> TASK DETAILS: Set down all of the records exactly.

> THE DATA:

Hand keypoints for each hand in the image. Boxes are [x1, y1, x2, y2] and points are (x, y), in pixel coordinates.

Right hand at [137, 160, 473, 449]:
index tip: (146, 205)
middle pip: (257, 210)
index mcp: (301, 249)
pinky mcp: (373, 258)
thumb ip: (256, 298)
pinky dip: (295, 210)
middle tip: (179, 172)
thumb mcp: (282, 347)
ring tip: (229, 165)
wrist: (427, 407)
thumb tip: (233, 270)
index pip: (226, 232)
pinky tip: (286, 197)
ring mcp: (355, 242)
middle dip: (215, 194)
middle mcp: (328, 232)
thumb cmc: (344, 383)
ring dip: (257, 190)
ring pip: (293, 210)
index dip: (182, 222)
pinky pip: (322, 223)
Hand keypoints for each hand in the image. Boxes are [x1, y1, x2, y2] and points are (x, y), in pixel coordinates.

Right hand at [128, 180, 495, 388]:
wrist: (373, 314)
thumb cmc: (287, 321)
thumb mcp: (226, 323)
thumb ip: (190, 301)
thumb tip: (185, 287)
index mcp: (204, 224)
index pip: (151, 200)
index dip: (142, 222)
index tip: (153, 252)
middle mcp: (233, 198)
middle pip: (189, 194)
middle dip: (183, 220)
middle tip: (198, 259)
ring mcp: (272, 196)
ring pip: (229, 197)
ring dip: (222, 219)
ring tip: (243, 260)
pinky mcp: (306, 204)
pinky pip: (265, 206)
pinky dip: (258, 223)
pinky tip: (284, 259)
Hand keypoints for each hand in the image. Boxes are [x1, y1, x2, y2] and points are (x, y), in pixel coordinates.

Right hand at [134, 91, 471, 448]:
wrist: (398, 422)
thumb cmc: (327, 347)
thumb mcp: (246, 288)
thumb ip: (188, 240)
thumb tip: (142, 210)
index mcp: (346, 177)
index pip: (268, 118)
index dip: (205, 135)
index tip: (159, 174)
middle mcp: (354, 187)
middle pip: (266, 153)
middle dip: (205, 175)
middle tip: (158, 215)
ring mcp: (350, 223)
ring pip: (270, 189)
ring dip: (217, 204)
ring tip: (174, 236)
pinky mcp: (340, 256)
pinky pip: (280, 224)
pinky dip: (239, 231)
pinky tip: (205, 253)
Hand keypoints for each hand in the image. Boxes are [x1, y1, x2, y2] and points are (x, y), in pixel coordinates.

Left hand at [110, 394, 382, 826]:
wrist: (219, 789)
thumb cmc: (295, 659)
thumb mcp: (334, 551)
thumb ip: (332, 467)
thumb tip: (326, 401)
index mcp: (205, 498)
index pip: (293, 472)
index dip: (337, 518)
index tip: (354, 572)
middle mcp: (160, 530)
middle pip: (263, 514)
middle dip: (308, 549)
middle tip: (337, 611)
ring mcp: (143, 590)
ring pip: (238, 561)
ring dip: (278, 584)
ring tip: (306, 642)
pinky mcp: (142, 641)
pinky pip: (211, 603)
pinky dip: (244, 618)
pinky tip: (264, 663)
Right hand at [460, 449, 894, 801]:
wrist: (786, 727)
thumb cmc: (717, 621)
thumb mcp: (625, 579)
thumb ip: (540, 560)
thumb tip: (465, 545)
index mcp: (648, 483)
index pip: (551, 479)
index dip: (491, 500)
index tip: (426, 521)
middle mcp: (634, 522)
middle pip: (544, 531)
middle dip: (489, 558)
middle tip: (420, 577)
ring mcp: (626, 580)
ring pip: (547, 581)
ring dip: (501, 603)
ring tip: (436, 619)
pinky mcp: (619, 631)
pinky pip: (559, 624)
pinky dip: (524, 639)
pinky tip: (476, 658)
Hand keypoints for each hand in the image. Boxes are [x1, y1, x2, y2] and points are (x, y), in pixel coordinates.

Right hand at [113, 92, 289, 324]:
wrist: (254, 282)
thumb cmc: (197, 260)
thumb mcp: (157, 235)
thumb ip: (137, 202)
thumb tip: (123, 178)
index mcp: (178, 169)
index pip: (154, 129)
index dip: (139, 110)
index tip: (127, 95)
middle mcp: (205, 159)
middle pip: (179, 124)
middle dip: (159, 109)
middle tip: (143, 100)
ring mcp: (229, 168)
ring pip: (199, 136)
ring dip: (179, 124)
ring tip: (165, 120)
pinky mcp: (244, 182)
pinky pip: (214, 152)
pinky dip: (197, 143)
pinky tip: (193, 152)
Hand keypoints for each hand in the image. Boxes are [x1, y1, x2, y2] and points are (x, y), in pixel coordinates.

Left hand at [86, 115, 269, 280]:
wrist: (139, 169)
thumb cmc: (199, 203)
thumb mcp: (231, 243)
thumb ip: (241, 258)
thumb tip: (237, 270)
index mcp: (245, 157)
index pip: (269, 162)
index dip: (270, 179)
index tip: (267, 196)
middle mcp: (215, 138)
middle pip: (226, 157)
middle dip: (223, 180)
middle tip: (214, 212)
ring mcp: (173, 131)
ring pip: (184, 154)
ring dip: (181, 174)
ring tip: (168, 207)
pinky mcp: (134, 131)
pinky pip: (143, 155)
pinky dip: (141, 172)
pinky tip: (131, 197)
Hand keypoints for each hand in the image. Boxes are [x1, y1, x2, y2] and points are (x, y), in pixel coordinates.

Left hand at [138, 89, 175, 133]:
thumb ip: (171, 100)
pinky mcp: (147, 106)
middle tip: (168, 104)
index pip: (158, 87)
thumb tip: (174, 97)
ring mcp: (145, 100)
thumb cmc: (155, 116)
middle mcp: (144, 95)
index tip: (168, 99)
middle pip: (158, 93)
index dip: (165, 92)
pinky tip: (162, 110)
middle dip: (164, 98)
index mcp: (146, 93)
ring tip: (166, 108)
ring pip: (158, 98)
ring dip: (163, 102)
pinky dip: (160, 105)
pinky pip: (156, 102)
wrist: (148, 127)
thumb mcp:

> EXERCISE RESPONSE:
Hand keypoints for each hand in the image. Boxes are [x1, y1, x2, y2] and points are (x, y), in pixel coordinates.

Right hand at [137, 160, 473, 449]:
index tip: (146, 205)
middle pip: (257, 210)
index mcp: (301, 249)
pinky mcp: (373, 258)
thumb ip: (256, 298)
pinky dip: (295, 210)
middle tip: (179, 172)
thumb mcp: (282, 347)
ring tip: (229, 165)
wrist: (427, 407)
thumb tip: (233, 270)
index pip: (226, 232)
pinky tip: (286, 197)
ring mcp: (355, 242)
middle dip: (215, 194)
middle mcp: (328, 232)
thumb cmc: (344, 383)
ring dip: (257, 190)
ring pip: (293, 210)
index dip: (182, 222)
pinky pip: (322, 223)
Hand keypoints for each hand in the image. Boxes are [x1, y1, x2, y2] and points are (x, y), in pixel coordinates.

Right hand at [128, 180, 495, 388]:
wrist: (373, 314)
thumb cmc: (287, 321)
thumb mcp: (226, 323)
thumb ip: (190, 301)
thumb tip: (185, 287)
index mcp: (204, 224)
index pip: (151, 200)
index dip: (142, 222)
index tip: (153, 252)
middle mcp: (233, 198)
middle pip: (189, 194)
middle dip: (183, 220)
middle tip: (198, 259)
ring mcp: (272, 196)
ring pip: (229, 197)
ring dip: (222, 219)
ring tip: (243, 260)
pinky mcp: (306, 204)
pinky pip: (265, 206)
pinky dip: (258, 223)
pinky tip: (284, 259)
Hand keypoints for each hand in the image. Boxes are [x1, y1, x2, y2] and points are (x, y), in pixel coordinates.

Right hand at [134, 91, 471, 448]:
wrist: (398, 422)
thumb cmc: (327, 347)
thumb mcp: (246, 288)
thumb ip: (188, 240)
thumb tip: (142, 210)
index mcp: (346, 177)
index pip: (268, 118)
index dip: (205, 135)
index tip: (159, 174)
middle mcp: (354, 187)
middle pip: (266, 153)
middle dip: (205, 175)
middle tip: (158, 215)
ring mcp: (350, 223)
ring pip: (270, 189)
ring dip: (217, 204)
ring tip: (174, 236)
pinky mcp: (340, 256)
pinky pip: (280, 224)
pinky dip: (239, 231)
pinky tip: (205, 253)
Hand keypoints for each hand in the image. Boxes are [x1, y1, x2, y2] and points are (x, y), in pixel coordinates.

Left hand at [110, 394, 382, 826]:
wrist: (219, 789)
thumb cmc: (295, 659)
thumb mcp: (334, 551)
thumb ip: (332, 467)
thumb tip: (326, 401)
index mcp: (205, 498)
index pip: (293, 472)
index dip: (337, 518)
index tip: (354, 572)
middle mcp: (160, 530)
middle pip: (263, 514)
middle dip: (308, 549)
middle tip: (337, 611)
ring mcp: (143, 590)
ring pip: (238, 561)
ring dip: (278, 584)
ring tip: (306, 642)
pinky mcp: (142, 641)
pinky pip: (211, 603)
pinky dip: (244, 618)
pinky tip: (264, 663)
Right hand at [460, 449, 894, 801]:
wrist: (786, 727)
thumb cmc: (717, 621)
thumb mcp: (625, 579)
thumb ip: (540, 560)
thumb tip: (465, 545)
index mcp: (648, 483)
index pip: (551, 479)
index dip: (491, 500)
index tip: (426, 521)
middle mcp: (634, 522)
middle pip: (544, 531)
middle dip: (489, 558)
middle tip: (420, 577)
ring mcp: (626, 580)
ring pip: (547, 581)
ring dip: (501, 603)
ring tip: (436, 619)
pinky mcp: (619, 631)
pinky pip: (559, 624)
pinky dip: (524, 639)
pinky tip: (476, 658)
Hand keypoints for each hand in the image. Boxes are [x1, y1, x2, y2] and points are (x, y), in pixel coordinates.

Right hand at [113, 92, 289, 324]:
wrist: (254, 282)
thumb cmc: (197, 260)
thumb mcp: (157, 235)
thumb ip: (137, 202)
thumb tip: (123, 178)
index mcp: (178, 169)
index pip: (154, 129)
index dip: (139, 110)
index tip: (127, 95)
middle mcp: (205, 159)
middle pip: (179, 124)
middle dip: (159, 109)
middle tip: (143, 100)
ring mcp: (229, 168)
ring pip: (199, 136)
ring dip: (179, 124)
ring tip: (165, 120)
pinky mcp: (244, 182)
pinky pip: (214, 152)
pinky dip: (197, 143)
pinky tip: (193, 152)
Hand keypoints for each hand in the image. Boxes are [x1, y1, x2, y2] and points are (x, y), in pixel coordinates.

Left hand at [86, 115, 269, 280]:
wrist: (139, 169)
thumb cmc: (199, 203)
thumb mcp: (231, 243)
thumb ip: (241, 258)
thumb tip: (237, 270)
index mcp: (245, 157)
index pip: (269, 162)
index dip: (270, 179)
index tip: (267, 196)
middle mcp: (215, 138)
middle pip: (226, 157)
middle dip: (223, 180)
middle tip: (214, 212)
ring mcp: (173, 131)
ring pip: (184, 154)
ring dip: (181, 174)
ring tip: (168, 207)
pinky mcp: (134, 131)
pinky pip: (143, 155)
pinky dip: (141, 172)
pinky tip: (131, 197)
Hand keypoints for each hand in the image. Boxes are [x1, y1, x2, y2] and points are (x, y), in pixel coordinates.

Left hand at [138, 89, 175, 133]:
thumb ip: (171, 100)
pinky mcp: (147, 106)
middle tip: (168, 104)
index pip: (158, 87)
thumb tip: (174, 97)
ring mcp: (145, 100)
thumb cmc: (155, 116)
middle mcp: (144, 95)
index tip: (168, 99)
middle pip: (158, 93)
index dip: (165, 92)
pinky tip: (162, 110)
middle dip: (164, 98)
index mcp: (146, 93)
ring tip: (166, 108)
ring pip: (158, 98)
ring dip: (163, 102)
pinky dip: (160, 105)
pinky pip: (156, 102)
wrist: (148, 127)
thumb mcp:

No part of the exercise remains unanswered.